3. Now comes the strange part. In Parallelogram 17/89, Jerry Sanders
calls peak theoretical performance "only that the manufacturer
guarantees that programmes will not exceed these rates, a speed of
light for a computer". Just to play around (and to see whether I could
beat Topexpress's Veclib), I wrote an assembler routine for the T800 to
compute the magnitude of an n-dimensional vector. The core of the 
instructions per vector element are:

         fpldnlsn      ( 3)
         fpdup         ( 1)
         fpmul         (11)
         fpadd         ( 7)

The numbers are the processor cycles required, according to the
Transputer Instruction Set. If you add them up, you get 22 cycles
per element - assuming all code and operands on-chip, and *not*
accounting for the fact that they are long instructions, i.e.,
require a prefix to build the operation code. This should be overlapped
for the load (with the preceding add) and the add (with the preceding
multiply), but not for the duplicate and the multiply. Thus we expect
two cycles in addition. On the other hand, maybe the FPU does the
operand fetch (for the fpldnlsn), so the CPU would be free to
pre-process the fpdup in the meantime. Of course, there are some CPU
instructions for address arithmetic and loop control; we'll assume
that they completely overlap FPU operations.

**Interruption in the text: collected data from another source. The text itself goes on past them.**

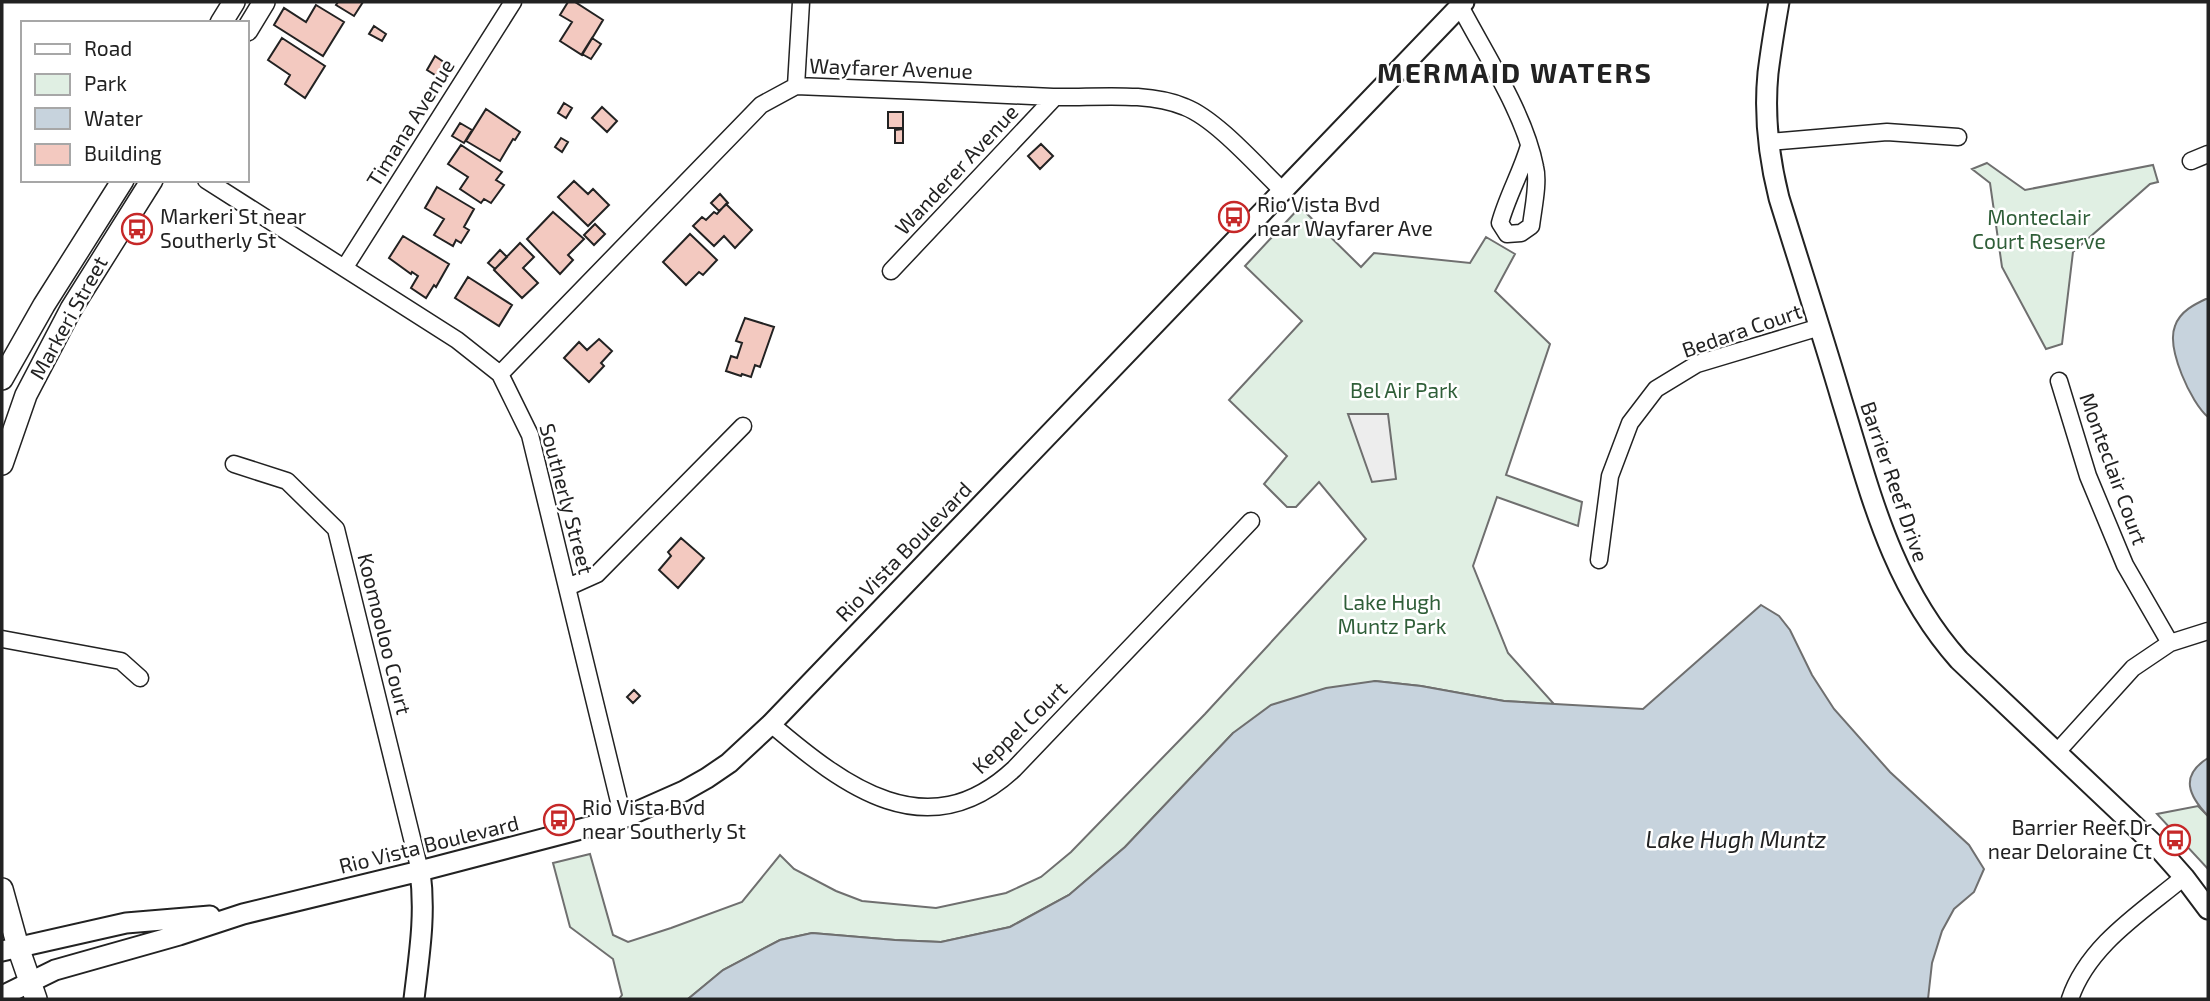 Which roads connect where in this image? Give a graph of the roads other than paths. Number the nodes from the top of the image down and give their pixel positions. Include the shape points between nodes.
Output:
1 (234, 2) edge
2 (264, 2) edge
3 (513, 2) edge
4 (801, 2) edge
5 (1779, 2) edge
6 (1462, 4) edge
7 (222, 21) edge
8 (248, 28) edge
9 (796, 86) junction
10 (1055, 97) junction
11 (1958, 137) dead end
12 (1769, 142) junction
13 (1529, 146) junction
14 (2208, 154) edge
15 (2191, 161) dead end
16 (121, 182) edge
17 (151, 182) edge
18 (209, 182) edge
19 (1282, 190) junction
20 (345, 267) junction
21 (891, 271) dead end
22 (1820, 327) junction
23 (500, 374) junction
24 (2, 380) edge
25 (2059, 381) dead end
26 (26, 395) junction
27 (743, 426) dead end
28 (2, 464) edge
29 (234, 464) dead end
30 (1251, 521) dead end
31 (1599, 560) dead end
32 (568, 587) junction
33 (2208, 631) edge
34 (2, 639) edge
35 (2170, 643) junction
36 (140, 678) dead end
37 (771, 724) junction
38 (2057, 752) junction
39 (623, 818) junction
40 (420, 872) junction
41 (2185, 877) junction
42 (2, 889) edge
43 (2208, 909) edge
44 (243, 914) junction
45 (10, 949) edge
46 (33, 991) edge
47 (2, 996) edge
48 (414, 999) edge
49 (2070, 999) edge

1 - 7 main road
2 - 8 main road
3 - 20 street, Timana Avenue
4 - 9 street
5 - 12 street, Barrier Reef Drive via 1768,74
6 - 13 street
6 - 19 street, Rio Vista Boulevard
9 - 10 street, Wayfarer Avenue
9 - 23 street, Wayfarer Avenue via 761,105
10 - 19 street, Wayfarer Avenue via 1144,98 1187,107 1213,123
10 - 21 street, Wanderer Avenue
11 - 12 street via 1887,132
12 - 22 street, Barrier Reef Drive via 1779,198
13 - 13 street via 1536,169 1531,226 1507,234 1500,223
14 - 15 street
16 - 24 main road, Markeri Street
17 - 26 main road, Markeri Street via 71,309
18 - 20 street, Southerly Street
19 - 37 street, Rio Vista Boulevard
20 - 23 street, Southerly Street via 457,340
22 - 31 street, Bedara Court via 1697,364 1656,389 1630,422 1610,476
22 - 38 street, Barrier Reef Drive via 1880,525 1915,602 1959,660
23 - 32 street, Southerly Street via 530,435
24 - 26 street
25 - 35 street, Monteclair Court via 2088,476 2125,565
26 - 28 main road, Markeri Street
27 - 32 street via 597,574
29 - 40 street, Koomooloo Court via 287,481 336,529
30 - 37 street, Keppel Court via 1014,769 965,802 923,807 885,801 831,770
32 - 39 street, Southerly Street
33 - 35 street
34 - 36 street via 121,662
35 - 38 street via 2133,668
37 - 39 street, Rio Vista Boulevard via 707,778
38 - 41 street, Barrier Reef Drive
39 - 40 street, Rio Vista Boulevard
40 - 44 street, Rio Vista Boulevard
40 - 48 street via 423,922
41 - 43 street, Barrier Reef Drive
41 - 49 street via 2102,946 2080,974
42 - 45 main road
44 - 45 street, Rio Vista Boulevard via 126,923
44 - 46 street, Rio Vista Boulevard via 55,970
45 - 46 main road
46 - 47 street, Rio Vista Boulevard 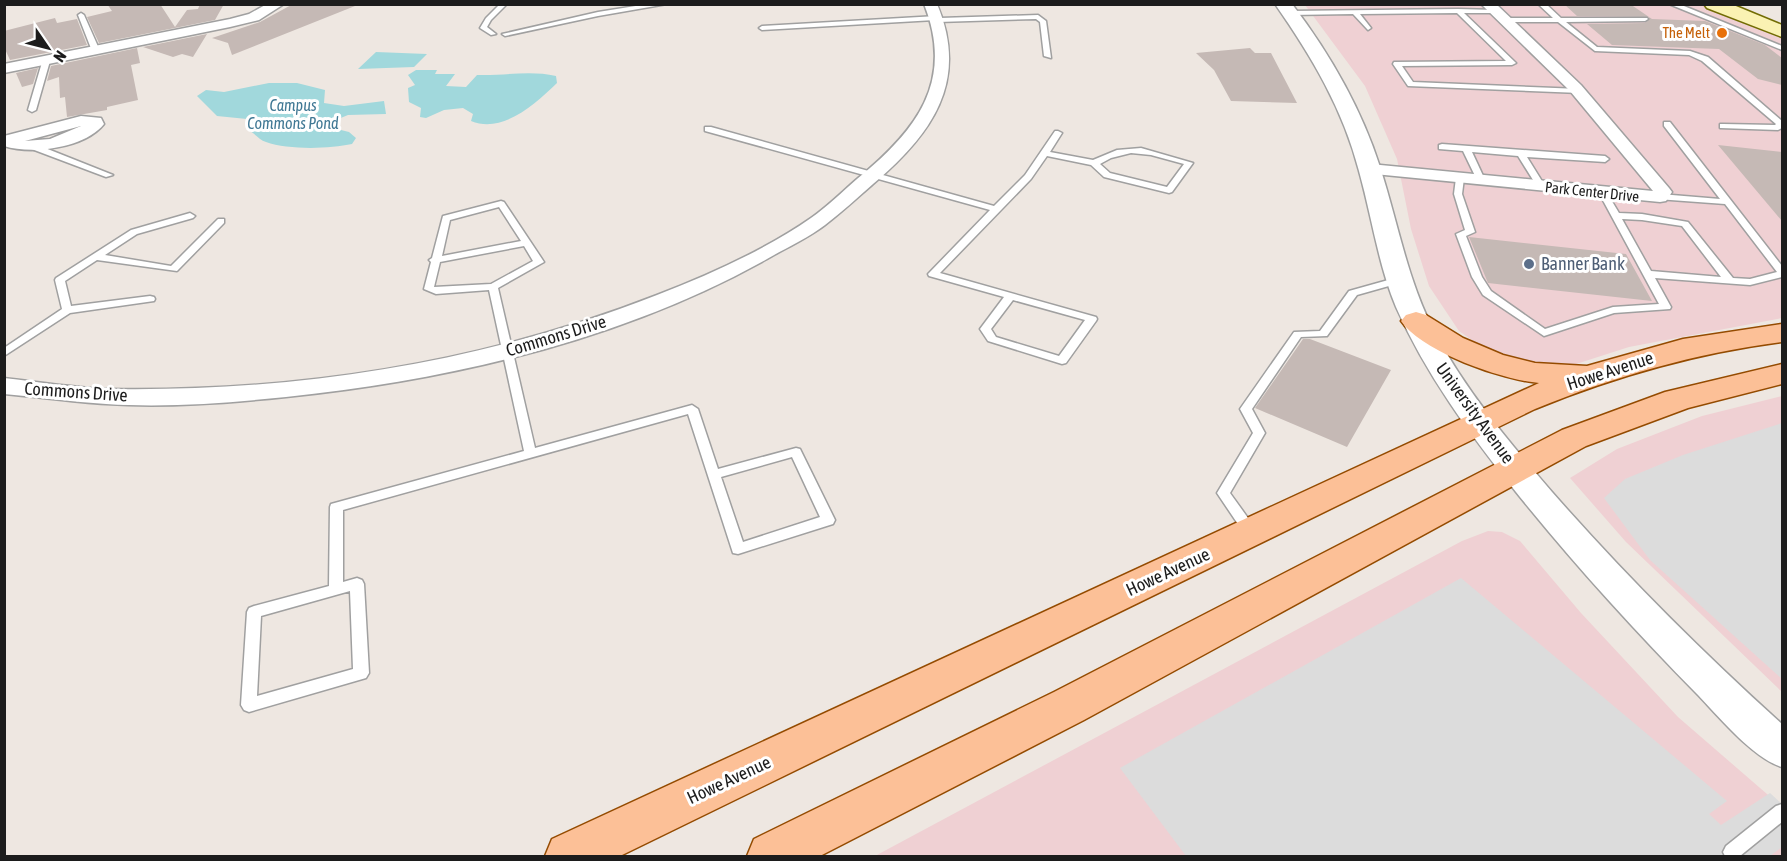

Now, here are the results:
Unrolling the loop by 8 and computing the time difference for
different vector lengths (all multiples of 8), one trip around the
loop takes 8.150 us on a 20MHz T800, code and data on-chip.
This time corresponds to 163 cycles. The loop overhead (time wasted
jumping back and not overlapped with calculations) could be checked
via the analogous routine unrolled by a factor of 4 and is exactly 3
cycles. This leaves us with 160 cycles per 8 elements or 20 cycles per
element. We've beaten the speed of light of the T800!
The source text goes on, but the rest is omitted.